[WHAT IS BEING ASKED]: Output every entry exactly as written.

[TASK MATERIAL]:
=====

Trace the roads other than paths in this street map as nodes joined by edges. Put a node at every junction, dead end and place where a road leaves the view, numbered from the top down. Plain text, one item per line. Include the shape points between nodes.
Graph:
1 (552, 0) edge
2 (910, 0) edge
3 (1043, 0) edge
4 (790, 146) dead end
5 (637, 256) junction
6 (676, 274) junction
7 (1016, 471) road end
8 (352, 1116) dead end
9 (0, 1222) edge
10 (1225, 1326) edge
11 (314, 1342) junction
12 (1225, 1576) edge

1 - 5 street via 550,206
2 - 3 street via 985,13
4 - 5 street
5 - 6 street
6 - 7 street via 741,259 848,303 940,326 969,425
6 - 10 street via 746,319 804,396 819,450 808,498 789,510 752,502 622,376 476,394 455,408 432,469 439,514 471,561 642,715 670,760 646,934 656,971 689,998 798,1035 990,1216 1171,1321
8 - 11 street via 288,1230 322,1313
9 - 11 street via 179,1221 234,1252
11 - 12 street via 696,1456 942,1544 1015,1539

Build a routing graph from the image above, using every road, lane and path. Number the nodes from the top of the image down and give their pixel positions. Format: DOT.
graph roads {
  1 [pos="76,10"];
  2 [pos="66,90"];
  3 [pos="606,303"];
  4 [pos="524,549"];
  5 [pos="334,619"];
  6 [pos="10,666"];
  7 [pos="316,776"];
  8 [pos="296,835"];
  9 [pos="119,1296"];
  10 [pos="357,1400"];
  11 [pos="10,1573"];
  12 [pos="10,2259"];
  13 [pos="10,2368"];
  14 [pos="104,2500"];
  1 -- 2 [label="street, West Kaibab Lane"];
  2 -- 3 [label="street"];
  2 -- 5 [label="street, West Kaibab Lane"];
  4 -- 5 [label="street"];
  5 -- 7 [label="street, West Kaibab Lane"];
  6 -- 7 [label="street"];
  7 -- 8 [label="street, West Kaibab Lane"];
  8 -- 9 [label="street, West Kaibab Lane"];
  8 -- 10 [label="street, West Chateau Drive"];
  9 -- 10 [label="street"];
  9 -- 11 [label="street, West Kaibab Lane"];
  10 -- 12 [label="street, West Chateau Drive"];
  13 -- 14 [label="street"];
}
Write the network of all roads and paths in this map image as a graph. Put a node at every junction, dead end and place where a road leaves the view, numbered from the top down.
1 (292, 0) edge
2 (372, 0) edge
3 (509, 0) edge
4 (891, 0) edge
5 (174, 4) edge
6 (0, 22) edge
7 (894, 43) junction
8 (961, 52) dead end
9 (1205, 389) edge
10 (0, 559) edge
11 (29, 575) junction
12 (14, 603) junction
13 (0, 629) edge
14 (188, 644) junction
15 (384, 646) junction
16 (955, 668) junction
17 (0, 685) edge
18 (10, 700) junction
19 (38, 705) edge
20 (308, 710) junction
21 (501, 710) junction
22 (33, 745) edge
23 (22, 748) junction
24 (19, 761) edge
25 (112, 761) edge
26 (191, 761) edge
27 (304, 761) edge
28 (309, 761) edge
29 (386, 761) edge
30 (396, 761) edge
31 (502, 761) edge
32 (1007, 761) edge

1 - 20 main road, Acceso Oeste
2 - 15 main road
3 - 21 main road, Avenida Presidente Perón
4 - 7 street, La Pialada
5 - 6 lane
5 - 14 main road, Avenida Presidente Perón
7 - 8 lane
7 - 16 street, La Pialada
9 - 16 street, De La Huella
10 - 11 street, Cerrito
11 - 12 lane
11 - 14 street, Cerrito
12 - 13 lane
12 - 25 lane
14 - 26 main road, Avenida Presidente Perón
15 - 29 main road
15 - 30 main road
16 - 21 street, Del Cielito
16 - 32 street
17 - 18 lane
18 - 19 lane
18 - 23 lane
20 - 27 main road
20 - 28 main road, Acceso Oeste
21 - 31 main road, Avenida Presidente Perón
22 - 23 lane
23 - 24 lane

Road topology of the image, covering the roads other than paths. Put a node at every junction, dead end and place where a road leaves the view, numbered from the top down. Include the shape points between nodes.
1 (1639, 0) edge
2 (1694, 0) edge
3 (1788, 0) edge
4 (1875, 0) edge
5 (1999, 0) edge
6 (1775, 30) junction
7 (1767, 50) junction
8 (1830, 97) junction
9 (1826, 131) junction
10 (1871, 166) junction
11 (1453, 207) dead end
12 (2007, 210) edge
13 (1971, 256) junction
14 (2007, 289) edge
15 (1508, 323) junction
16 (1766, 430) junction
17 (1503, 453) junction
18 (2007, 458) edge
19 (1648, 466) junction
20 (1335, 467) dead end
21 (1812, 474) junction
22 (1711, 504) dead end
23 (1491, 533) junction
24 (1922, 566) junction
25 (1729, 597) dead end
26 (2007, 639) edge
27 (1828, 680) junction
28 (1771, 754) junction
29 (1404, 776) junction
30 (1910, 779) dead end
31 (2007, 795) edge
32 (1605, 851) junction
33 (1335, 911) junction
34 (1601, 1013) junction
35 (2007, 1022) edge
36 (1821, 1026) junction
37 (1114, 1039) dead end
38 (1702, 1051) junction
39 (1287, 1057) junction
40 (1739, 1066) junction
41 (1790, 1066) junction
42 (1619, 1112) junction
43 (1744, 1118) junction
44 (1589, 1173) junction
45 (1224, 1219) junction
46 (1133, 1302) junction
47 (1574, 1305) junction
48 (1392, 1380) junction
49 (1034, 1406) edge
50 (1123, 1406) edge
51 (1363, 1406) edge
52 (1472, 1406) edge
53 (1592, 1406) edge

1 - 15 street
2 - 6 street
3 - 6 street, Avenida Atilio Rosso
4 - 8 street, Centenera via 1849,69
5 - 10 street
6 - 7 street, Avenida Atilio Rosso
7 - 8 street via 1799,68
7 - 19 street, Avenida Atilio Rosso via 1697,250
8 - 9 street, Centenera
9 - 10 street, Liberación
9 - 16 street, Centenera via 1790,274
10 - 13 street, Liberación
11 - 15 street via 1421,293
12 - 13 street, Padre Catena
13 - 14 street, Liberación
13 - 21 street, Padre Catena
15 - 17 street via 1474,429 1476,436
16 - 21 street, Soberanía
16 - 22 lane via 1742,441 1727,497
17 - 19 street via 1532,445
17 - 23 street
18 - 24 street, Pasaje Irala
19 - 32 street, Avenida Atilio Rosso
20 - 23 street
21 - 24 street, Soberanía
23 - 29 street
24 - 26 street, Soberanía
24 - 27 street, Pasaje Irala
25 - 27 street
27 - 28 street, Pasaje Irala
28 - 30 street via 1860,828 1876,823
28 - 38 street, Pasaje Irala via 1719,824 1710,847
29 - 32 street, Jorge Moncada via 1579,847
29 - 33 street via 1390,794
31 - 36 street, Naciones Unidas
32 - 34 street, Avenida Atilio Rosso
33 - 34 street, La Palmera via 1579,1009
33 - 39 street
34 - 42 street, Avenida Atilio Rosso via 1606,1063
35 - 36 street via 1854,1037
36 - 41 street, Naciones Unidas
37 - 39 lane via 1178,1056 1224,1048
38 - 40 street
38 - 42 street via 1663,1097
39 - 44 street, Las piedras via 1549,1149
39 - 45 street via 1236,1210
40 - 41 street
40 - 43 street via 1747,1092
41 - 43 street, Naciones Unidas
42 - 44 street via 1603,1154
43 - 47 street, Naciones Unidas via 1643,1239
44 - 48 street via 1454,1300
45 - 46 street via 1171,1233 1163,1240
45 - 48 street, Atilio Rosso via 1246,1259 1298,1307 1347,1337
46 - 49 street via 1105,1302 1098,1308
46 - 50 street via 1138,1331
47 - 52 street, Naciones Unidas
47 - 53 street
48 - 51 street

=====

[REPLY TO THE TASK]:
Trace the roads other than paths in this street map as nodes joined by edges. Put a node at every junction, dead end and place where a road leaves the view, numbered from the top down. Plain text, one item per line. Include the shape points between nodes.
Graph:
1 (552, 0) edge
2 (910, 0) edge
3 (1043, 0) edge
4 (790, 146) dead end
5 (637, 256) junction
6 (676, 274) junction
7 (1016, 471) road end
8 (352, 1116) dead end
9 (0, 1222) edge
10 (1225, 1326) edge
11 (314, 1342) junction
12 (1225, 1576) edge

1 - 5 street via 550,206
2 - 3 street via 985,13
4 - 5 street
5 - 6 street
6 - 7 street via 741,259 848,303 940,326 969,425
6 - 10 street via 746,319 804,396 819,450 808,498 789,510 752,502 622,376 476,394 455,408 432,469 439,514 471,561 642,715 670,760 646,934 656,971 689,998 798,1035 990,1216 1171,1321
8 - 11 street via 288,1230 322,1313
9 - 11 street via 179,1221 234,1252
11 - 12 street via 696,1456 942,1544 1015,1539

Build a routing graph from the image above, using every road, lane and path. Number the nodes from the top of the image down and give their pixel positions. Format: DOT.
graph roads {
  1 [pos="76,10"];
  2 [pos="66,90"];
  3 [pos="606,303"];
  4 [pos="524,549"];
  5 [pos="334,619"];
  6 [pos="10,666"];
  7 [pos="316,776"];
  8 [pos="296,835"];
  9 [pos="119,1296"];
  10 [pos="357,1400"];
  11 [pos="10,1573"];
  12 [pos="10,2259"];
  13 [pos="10,2368"];
  14 [pos="104,2500"];
  1 -- 2 [label="street, West Kaibab Lane"];
  2 -- 3 [label="street"];
  2 -- 5 [label="street, West Kaibab Lane"];
  4 -- 5 [label="street"];
  5 -- 7 [label="street, West Kaibab Lane"];
  6 -- 7 [label="street"];
  7 -- 8 [label="street, West Kaibab Lane"];
  8 -- 9 [label="street, West Kaibab Lane"];
  8 -- 10 [label="street, West Chateau Drive"];
  9 -- 10 [label="street"];
  9 -- 11 [label="street, West Kaibab Lane"];
  10 -- 12 [label="street, West Chateau Drive"];
  13 -- 14 [label="street"];
}
Write the network of all roads and paths in this map image as a graph. Put a node at every junction, dead end and place where a road leaves the view, numbered from the top down.
1 (292, 0) edge
2 (372, 0) edge
3 (509, 0) edge
4 (891, 0) edge
5 (174, 4) edge
6 (0, 22) edge
7 (894, 43) junction
8 (961, 52) dead end
9 (1205, 389) edge
10 (0, 559) edge
11 (29, 575) junction
12 (14, 603) junction
13 (0, 629) edge
14 (188, 644) junction
15 (384, 646) junction
16 (955, 668) junction
17 (0, 685) edge
18 (10, 700) junction
19 (38, 705) edge
20 (308, 710) junction
21 (501, 710) junction
22 (33, 745) edge
23 (22, 748) junction
24 (19, 761) edge
25 (112, 761) edge
26 (191, 761) edge
27 (304, 761) edge
28 (309, 761) edge
29 (386, 761) edge
30 (396, 761) edge
31 (502, 761) edge
32 (1007, 761) edge

1 - 20 main road, Acceso Oeste
2 - 15 main road
3 - 21 main road, Avenida Presidente Perón
4 - 7 street, La Pialada
5 - 6 lane
5 - 14 main road, Avenida Presidente Perón
7 - 8 lane
7 - 16 street, La Pialada
9 - 16 street, De La Huella
10 - 11 street, Cerrito
11 - 12 lane
11 - 14 street, Cerrito
12 - 13 lane
12 - 25 lane
14 - 26 main road, Avenida Presidente Perón
15 - 29 main road
15 - 30 main road
16 - 21 street, Del Cielito
16 - 32 street
17 - 18 lane
18 - 19 lane
18 - 23 lane
20 - 27 main road
20 - 28 main road, Acceso Oeste
21 - 31 main road, Avenida Presidente Perón
22 - 23 lane
23 - 24 lane

Road topology of the image, covering the roads other than paths. Put a node at every junction, dead end and place where a road leaves the view, numbered from the top down. Include the shape points between nodes.
1 (1639, 0) edge
2 (1694, 0) edge
3 (1788, 0) edge
4 (1875, 0) edge
5 (1999, 0) edge
6 (1775, 30) junction
7 (1767, 50) junction
8 (1830, 97) junction
9 (1826, 131) junction
10 (1871, 166) junction
11 (1453, 207) dead end
12 (2007, 210) edge
13 (1971, 256) junction
14 (2007, 289) edge
15 (1508, 323) junction
16 (1766, 430) junction
17 (1503, 453) junction
18 (2007, 458) edge
19 (1648, 466) junction
20 (1335, 467) dead end
21 (1812, 474) junction
22 (1711, 504) dead end
23 (1491, 533) junction
24 (1922, 566) junction
25 (1729, 597) dead end
26 (2007, 639) edge
27 (1828, 680) junction
28 (1771, 754) junction
29 (1404, 776) junction
30 (1910, 779) dead end
31 (2007, 795) edge
32 (1605, 851) junction
33 (1335, 911) junction
34 (1601, 1013) junction
35 (2007, 1022) edge
36 (1821, 1026) junction
37 (1114, 1039) dead end
38 (1702, 1051) junction
39 (1287, 1057) junction
40 (1739, 1066) junction
41 (1790, 1066) junction
42 (1619, 1112) junction
43 (1744, 1118) junction
44 (1589, 1173) junction
45 (1224, 1219) junction
46 (1133, 1302) junction
47 (1574, 1305) junction
48 (1392, 1380) junction
49 (1034, 1406) edge
50 (1123, 1406) edge
51 (1363, 1406) edge
52 (1472, 1406) edge
53 (1592, 1406) edge

1 - 15 street
2 - 6 street
3 - 6 street, Avenida Atilio Rosso
4 - 8 street, Centenera via 1849,69
5 - 10 street
6 - 7 street, Avenida Atilio Rosso
7 - 8 street via 1799,68
7 - 19 street, Avenida Atilio Rosso via 1697,250
8 - 9 street, Centenera
9 - 10 street, Liberación
9 - 16 street, Centenera via 1790,274
10 - 13 street, Liberación
11 - 15 street via 1421,293
12 - 13 street, Padre Catena
13 - 14 street, Liberación
13 - 21 street, Padre Catena
15 - 17 street via 1474,429 1476,436
16 - 21 street, Soberanía
16 - 22 lane via 1742,441 1727,497
17 - 19 street via 1532,445
17 - 23 street
18 - 24 street, Pasaje Irala
19 - 32 street, Avenida Atilio Rosso
20 - 23 street
21 - 24 street, Soberanía
23 - 29 street
24 - 26 street, Soberanía
24 - 27 street, Pasaje Irala
25 - 27 street
27 - 28 street, Pasaje Irala
28 - 30 street via 1860,828 1876,823
28 - 38 street, Pasaje Irala via 1719,824 1710,847
29 - 32 street, Jorge Moncada via 1579,847
29 - 33 street via 1390,794
31 - 36 street, Naciones Unidas
32 - 34 street, Avenida Atilio Rosso
33 - 34 street, La Palmera via 1579,1009
33 - 39 street
34 - 42 street, Avenida Atilio Rosso via 1606,1063
35 - 36 street via 1854,1037
36 - 41 street, Naciones Unidas
37 - 39 lane via 1178,1056 1224,1048
38 - 40 street
38 - 42 street via 1663,1097
39 - 44 street, Las piedras via 1549,1149
39 - 45 street via 1236,1210
40 - 41 street
40 - 43 street via 1747,1092
41 - 43 street, Naciones Unidas
42 - 44 street via 1603,1154
43 - 47 street, Naciones Unidas via 1643,1239
44 - 48 street via 1454,1300
45 - 46 street via 1171,1233 1163,1240
45 - 48 street, Atilio Rosso via 1246,1259 1298,1307 1347,1337
46 - 49 street via 1105,1302 1098,1308
46 - 50 street via 1138,1331
47 - 52 street, Naciones Unidas
47 - 53 street
48 - 51 street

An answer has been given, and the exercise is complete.